Left: Nathan, 6 years, post spinal surgery, with our hero, Ian Torode
Middle: Nathan, 7 years, celebrating life with me
Right: Nathan, 10 years, driving with his brother Callum (8), and his sister Emma, (6)
Finally, we were able to return to Perth, and, in between the inevitable complications that come with embarking on spinal surgery (including 4 more surgeries and chronic pain) Nathan was able to enjoyed a normal (ish) life. I dedicated my life to helping children with rare diseases, to ensure other kids did not fall through the cracks like Nathan did. I enrolled at Edith Cowan University, studied a Bachelor of Science, then a Master of Science, and am now completing my Ph.D. After my Ph.D, I will enroll in medical school to become a medical doctor. We have started the Nathan Project at Edith Cowan University to promote research for kids with rare diseases, and have collaborated with the Growing Spine Study Group (GSSG - an international study group dedicated to improving the lives for kids affected with Early Onset Scoliosis). We aim to start collecting blood samples and investigate the cause of this horrible disorder.

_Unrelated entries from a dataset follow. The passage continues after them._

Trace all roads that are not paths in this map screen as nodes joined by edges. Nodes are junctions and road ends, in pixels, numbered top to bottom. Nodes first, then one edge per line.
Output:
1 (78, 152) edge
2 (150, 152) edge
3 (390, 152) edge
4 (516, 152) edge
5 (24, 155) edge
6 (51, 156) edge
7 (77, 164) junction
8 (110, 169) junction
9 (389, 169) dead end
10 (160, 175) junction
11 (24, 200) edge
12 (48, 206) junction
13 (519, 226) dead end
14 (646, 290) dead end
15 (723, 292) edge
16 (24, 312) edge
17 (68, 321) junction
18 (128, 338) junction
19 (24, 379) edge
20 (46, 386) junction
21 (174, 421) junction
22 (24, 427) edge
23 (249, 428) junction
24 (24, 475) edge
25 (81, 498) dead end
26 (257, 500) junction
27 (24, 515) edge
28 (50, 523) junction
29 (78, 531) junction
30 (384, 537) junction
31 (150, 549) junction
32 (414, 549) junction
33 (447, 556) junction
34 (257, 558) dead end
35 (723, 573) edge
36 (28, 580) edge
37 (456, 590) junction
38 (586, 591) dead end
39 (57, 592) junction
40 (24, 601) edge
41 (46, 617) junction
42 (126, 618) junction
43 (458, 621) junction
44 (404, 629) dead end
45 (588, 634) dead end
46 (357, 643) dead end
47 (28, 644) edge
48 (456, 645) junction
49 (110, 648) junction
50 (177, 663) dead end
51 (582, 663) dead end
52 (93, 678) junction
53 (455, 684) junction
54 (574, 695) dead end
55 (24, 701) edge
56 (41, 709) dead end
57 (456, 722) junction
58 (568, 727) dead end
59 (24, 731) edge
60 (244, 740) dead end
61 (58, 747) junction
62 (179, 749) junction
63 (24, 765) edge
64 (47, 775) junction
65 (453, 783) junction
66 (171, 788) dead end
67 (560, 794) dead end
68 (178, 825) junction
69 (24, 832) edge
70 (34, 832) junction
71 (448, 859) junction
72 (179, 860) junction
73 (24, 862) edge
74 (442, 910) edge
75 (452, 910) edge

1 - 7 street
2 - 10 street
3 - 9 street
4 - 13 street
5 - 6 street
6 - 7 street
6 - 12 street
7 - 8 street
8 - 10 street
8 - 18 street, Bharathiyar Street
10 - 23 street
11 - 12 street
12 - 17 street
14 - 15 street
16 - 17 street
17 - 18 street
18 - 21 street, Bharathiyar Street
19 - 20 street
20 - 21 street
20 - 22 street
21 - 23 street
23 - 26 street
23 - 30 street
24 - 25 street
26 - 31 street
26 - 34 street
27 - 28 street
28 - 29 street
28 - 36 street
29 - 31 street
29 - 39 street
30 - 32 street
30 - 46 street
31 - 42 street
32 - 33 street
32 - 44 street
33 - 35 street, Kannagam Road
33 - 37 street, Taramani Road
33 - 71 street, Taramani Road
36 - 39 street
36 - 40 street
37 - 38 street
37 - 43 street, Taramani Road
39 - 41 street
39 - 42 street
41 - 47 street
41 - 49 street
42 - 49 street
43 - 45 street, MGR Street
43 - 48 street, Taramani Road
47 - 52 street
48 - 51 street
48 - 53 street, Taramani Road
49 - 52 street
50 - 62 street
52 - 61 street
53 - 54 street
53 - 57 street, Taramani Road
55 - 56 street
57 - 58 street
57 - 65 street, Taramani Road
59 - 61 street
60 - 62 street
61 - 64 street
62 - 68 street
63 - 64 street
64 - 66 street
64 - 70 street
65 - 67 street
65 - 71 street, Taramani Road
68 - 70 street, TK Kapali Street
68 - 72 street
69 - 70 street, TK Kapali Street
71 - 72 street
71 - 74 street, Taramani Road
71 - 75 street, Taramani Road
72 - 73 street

Left: Graduating from my Bachelor Degree at Edith Cowan University, 2012
Right: Me (far left) after presenting at an international conference with the Growing Spine Study Group in Boston, MA, 2014
This story should have a happy ending, but it doesn’t. Despite our best efforts, Nathan’s heart function is deteriorating. He has pulmonary hypertension, severe restrictive lung disease, peripheral edema, and has just been placed in palliative care. Three months ago, he lost the ability to walk, caused by the scoliosis wearing away the tendons in his hip. He is wheelchair bound and has become isolated, lonely, and depressed. It has severely impacted on my life as I try to work full time, raise a family, study, and care for Nathan’s acute care needs.
Left: Nathan’s final spinal surgery, 15 years, Royal Children’s Hospital, Melbourne, Australia
Right: Radiograph (A-P) of Nathan’s final spinal surgery using the bipolar rod
Early Onset Scoliosis appears almost innocuous. It starts as just a small curve. So what. But don’t be fooled. The collateral damage from this disorder is massive. Whilst we invest money, time, and energy into developing incredible surgeries to salvage the damage caused by scoliosis, we must recognize the impact registries (such as GSSG) can have on improving these children’s lives. Registries develop best practice guidelines, so that each child receives the same standard of care. If this were in place when Nathan was a baby, he would have been treated much sooner, with the right treatment. His live would have been very different indeed. Registries that collect blood samples also have the ability to research the cause of this disorder. We must understand this and prioritise our attentions and investments to registries. It really is the difference between life, and death. And that cost is just too high for any child.
Above: Nathan, 16 years, visiting the miniature schnauzers as he awaits his puppy to be born
SDSF extends our sincer thanks to Monique and Nathan for sharing their story. We believe it teaches important truths and it was featured in our 2019 Annual Report.